Ce dernier tour figure évidemment dans les dictionnaires de langue, de même que sauf le respect que je vous dois. Certains ouvrages de difficultés signalent toutefois que ces deux expressions relèvent de la langue familière, voire populaire. Hanse et Blampain les admettent sans formuler de réserve; on les emploie "pour s'excuser d'une parole qui pourrait choquer". Ils ajoutent néanmoins que l'on dit souvent : Pardonnez-moi l'expression.
Mais revenons sur les tours avec deux verbes à l'infinitif, sans vouloir vous contredire et sans vouloir vous offenser. Si l'on avait recours à ce genre d'expression dans la phrase à l'étude, n'y aurait-il pas rupture de construction, l'agent des infinitifs n'étant pas le même que le sujet de la proposition principale ("forfait")?

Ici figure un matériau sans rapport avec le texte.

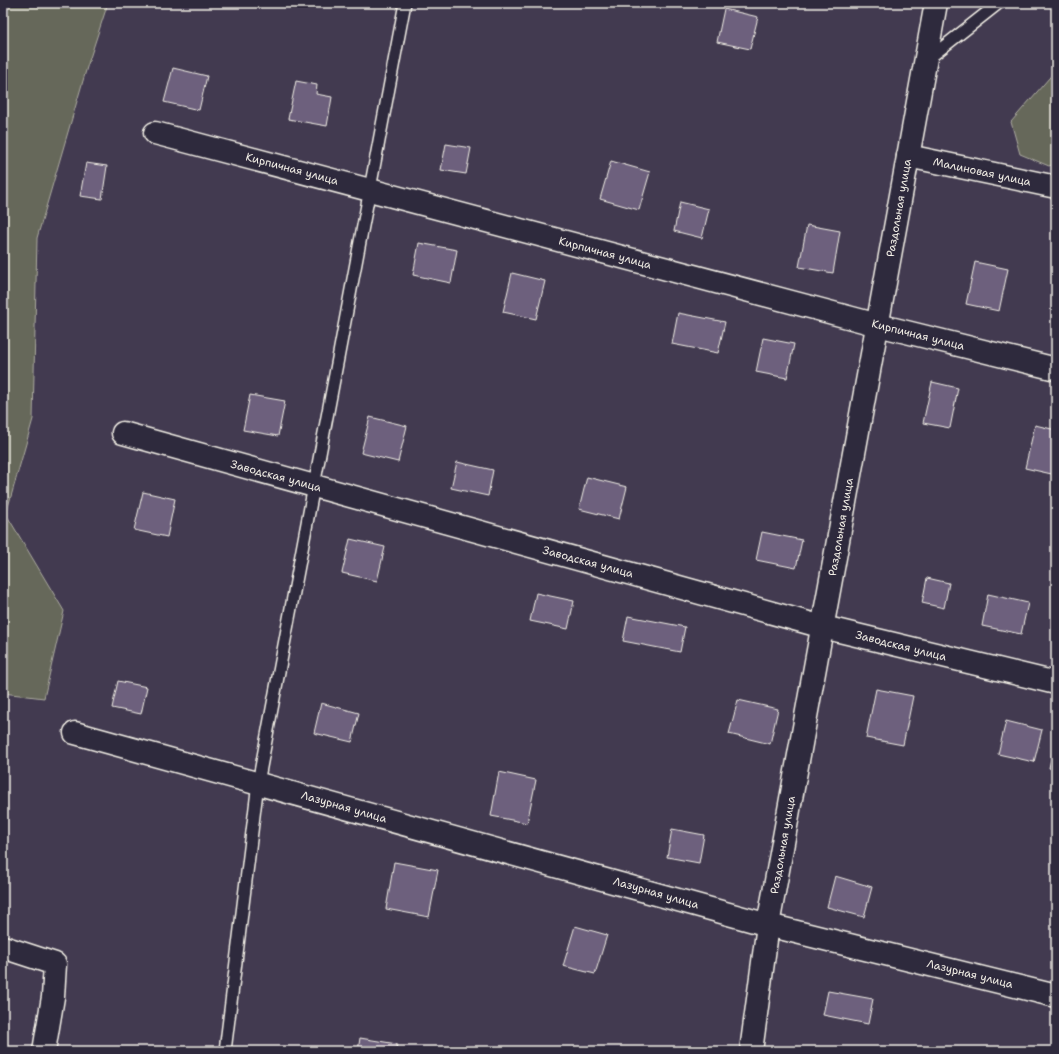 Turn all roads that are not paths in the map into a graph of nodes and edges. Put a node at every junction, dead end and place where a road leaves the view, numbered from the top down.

Sans vouloir offenser [ou sans vouloir dénigrer, sans vouloir rabaisser] l'ancien premier ministre, son forfait de 1995 n'a pas dû peser bien lourd dans la balance.
J'ai découvert de quoi me rassurer aux paragraphes 371 et 372, f du Bon usage (douzième édition) : nous avons ici affaire à un "élément incident", c'est-à-dire à une "espèce de parenthèse par laquelle celui qui parle ou écrit interrompt la phrase pour une intervention personnelle". Cet élément peut prendre la forme d'un syntagme prépositionnel (groupe de mots introduit par une préposition) contenant un verbe à l'infinitif :
Le citoyen ainsi défini est à la fois "législateur et sujet", pour parler comme Kant. (Bergson.)
"L'agent de cet infinitif étant le locuteur [celui qui parle ou écrit], précise Grevisse, il est souvent différent du sujet de la phrase ou de la proposition."
Bon! en ce qui me concerne, la question est réglée : je conseillerais de remplacer en tout respect, employé pour atténuer l'expression d'un désaccord ou d'une opinion qui pourrait choquer, par des tours comme sans vouloir contredire, sans vouloir offenser, sans vouloir dénigrer, sans vouloir rabaisser ou pardonnez-moi l'expression, selon le contexte.